(The Artist, 2011) | Michel Hazanevicius | B

A primeira falsa (ou melhor dizendo, incorreta) informação que recebi sobre este filme foi de que se tratava desses longas para cinéfilos – seja lá o que isso signifique. Um filme em P&B e mudo. A ideia era que, para o grande público, uma homenagem ao cinema jamais funcionaria caso apostasse nessas duas características. Não é verdade.

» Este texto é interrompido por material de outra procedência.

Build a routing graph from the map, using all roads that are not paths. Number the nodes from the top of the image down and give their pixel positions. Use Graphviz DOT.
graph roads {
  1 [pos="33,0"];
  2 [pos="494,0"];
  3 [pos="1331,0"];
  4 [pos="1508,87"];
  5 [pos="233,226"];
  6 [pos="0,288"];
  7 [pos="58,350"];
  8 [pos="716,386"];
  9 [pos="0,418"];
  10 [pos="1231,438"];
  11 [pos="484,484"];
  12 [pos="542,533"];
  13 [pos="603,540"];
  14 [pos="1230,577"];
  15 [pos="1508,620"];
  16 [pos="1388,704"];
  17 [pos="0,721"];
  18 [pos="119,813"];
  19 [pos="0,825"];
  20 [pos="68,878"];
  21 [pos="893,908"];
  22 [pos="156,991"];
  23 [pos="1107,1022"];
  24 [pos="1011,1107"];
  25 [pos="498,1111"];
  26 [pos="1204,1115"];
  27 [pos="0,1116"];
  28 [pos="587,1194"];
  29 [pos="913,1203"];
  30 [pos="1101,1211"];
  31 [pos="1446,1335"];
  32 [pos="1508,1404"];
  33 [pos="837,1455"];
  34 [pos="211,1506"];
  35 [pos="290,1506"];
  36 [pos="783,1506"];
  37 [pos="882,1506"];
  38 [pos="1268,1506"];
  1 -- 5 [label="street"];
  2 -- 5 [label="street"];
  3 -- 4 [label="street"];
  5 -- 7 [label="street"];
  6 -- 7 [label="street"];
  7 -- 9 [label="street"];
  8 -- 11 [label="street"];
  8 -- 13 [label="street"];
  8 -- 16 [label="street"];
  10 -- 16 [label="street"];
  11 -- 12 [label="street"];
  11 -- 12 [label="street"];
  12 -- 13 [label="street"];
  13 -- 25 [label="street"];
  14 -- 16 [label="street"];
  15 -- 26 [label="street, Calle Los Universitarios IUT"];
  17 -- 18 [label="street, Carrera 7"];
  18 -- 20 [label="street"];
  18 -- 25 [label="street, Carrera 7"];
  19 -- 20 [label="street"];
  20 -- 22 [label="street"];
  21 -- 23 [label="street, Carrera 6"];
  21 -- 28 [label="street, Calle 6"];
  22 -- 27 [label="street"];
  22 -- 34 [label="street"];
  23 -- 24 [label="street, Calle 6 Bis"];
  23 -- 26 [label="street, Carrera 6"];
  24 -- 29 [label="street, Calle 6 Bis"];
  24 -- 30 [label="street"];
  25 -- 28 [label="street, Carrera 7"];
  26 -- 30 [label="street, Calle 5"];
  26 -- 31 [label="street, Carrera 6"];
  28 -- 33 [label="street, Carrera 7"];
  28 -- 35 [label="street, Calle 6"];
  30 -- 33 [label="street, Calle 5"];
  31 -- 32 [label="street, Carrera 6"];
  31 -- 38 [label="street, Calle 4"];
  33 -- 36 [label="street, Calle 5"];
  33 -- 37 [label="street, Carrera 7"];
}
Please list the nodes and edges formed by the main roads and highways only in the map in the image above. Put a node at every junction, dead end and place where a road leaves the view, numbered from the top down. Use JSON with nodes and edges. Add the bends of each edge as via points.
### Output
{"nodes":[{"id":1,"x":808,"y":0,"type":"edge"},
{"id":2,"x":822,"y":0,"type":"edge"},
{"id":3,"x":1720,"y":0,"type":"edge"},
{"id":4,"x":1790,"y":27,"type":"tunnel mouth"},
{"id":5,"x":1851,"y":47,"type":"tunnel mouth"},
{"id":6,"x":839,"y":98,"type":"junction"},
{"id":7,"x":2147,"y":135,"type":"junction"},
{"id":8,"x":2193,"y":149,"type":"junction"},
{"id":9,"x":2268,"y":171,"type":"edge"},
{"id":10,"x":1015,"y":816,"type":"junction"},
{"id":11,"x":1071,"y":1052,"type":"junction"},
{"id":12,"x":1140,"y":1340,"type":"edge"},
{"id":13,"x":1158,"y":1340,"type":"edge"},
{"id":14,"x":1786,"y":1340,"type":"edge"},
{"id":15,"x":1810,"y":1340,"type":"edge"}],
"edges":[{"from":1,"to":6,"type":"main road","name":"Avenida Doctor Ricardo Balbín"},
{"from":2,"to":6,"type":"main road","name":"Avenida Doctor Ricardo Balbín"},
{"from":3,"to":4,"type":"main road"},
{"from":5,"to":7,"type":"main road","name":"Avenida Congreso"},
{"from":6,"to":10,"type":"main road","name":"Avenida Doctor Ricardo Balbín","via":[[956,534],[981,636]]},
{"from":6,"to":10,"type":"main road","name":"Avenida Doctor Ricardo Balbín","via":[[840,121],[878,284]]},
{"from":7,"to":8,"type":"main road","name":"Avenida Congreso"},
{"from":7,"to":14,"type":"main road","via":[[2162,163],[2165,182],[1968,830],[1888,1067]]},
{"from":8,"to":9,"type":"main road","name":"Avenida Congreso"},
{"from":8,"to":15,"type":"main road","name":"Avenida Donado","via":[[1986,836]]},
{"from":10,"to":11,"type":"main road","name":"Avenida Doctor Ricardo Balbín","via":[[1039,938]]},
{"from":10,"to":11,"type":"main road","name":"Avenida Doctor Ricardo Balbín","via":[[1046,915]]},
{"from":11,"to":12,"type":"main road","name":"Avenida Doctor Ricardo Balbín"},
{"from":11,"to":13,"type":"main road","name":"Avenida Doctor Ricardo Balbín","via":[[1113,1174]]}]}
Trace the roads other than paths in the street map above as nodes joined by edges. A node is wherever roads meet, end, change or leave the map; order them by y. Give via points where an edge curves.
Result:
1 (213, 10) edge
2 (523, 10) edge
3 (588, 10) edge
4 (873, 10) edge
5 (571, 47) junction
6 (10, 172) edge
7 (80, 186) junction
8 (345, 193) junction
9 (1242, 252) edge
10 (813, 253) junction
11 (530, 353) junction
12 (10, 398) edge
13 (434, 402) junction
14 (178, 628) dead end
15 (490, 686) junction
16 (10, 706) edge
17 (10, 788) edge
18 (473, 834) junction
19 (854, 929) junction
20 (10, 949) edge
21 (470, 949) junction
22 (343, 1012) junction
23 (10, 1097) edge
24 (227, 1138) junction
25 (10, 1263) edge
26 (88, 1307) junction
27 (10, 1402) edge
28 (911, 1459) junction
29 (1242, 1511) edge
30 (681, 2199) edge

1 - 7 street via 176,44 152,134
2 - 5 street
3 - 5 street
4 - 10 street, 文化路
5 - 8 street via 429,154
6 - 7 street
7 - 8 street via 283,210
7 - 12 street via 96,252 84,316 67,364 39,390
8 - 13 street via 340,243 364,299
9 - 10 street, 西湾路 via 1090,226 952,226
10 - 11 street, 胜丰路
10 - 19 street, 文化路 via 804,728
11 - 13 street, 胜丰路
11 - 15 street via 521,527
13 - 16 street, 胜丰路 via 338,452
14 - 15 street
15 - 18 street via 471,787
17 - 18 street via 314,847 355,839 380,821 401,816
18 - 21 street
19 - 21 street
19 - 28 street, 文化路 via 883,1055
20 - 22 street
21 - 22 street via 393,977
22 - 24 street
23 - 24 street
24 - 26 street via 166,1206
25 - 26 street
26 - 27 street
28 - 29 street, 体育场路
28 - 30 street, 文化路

É sim muito fácil gostar de O Artista. Os atores são ótimos e o cãozinho adorável. Há tiradas de humor engraçadas e cenas filmadas com impressionante rigor técnico. Os cenários são impecáveis. Os tiques do cinema mudo foram adaptados com muito cuidado e respeito (com exceção do tremor da imagem, uma das marcas do cinema pré-1927). Está tudo aqui. Este é sim um filme mudo.

O assombro é automático para quem nunca assistiu um longa mudo. O filme ganha essa aura de ousado por se tratar de um cinema pré-histórico em pleno século XXI. Não me impressiona. A ousadia se limita aos acessórios estéticos, no restante Hazanavicius é só comum – em resumo O Artista conta a história de um ator que não conseguia aceitar a chegada do recurso de som (é uma tradicional história de queda e ascensão), ok até aí, fico com Crepúsculo dos Deuses (Billy Wilder, 1950).

Quando o filme chega aos 30 minutos e a narrativa empaca fica evidente como a sua única proposta é a de exibir suas atributos estéticos. Apostar no seu carisma, no carisma de seus atores. E não há nada mais ultrapassado do que isso. Troca-se a linguagem, mas mantém-se a aposta no apenas correto: que não ofende e nem incomoda o público. O resultado é um filme divertido, tocante em alguns momentos, com uma ou duas sacadas inteligentes. Um longa bacana e medíocre.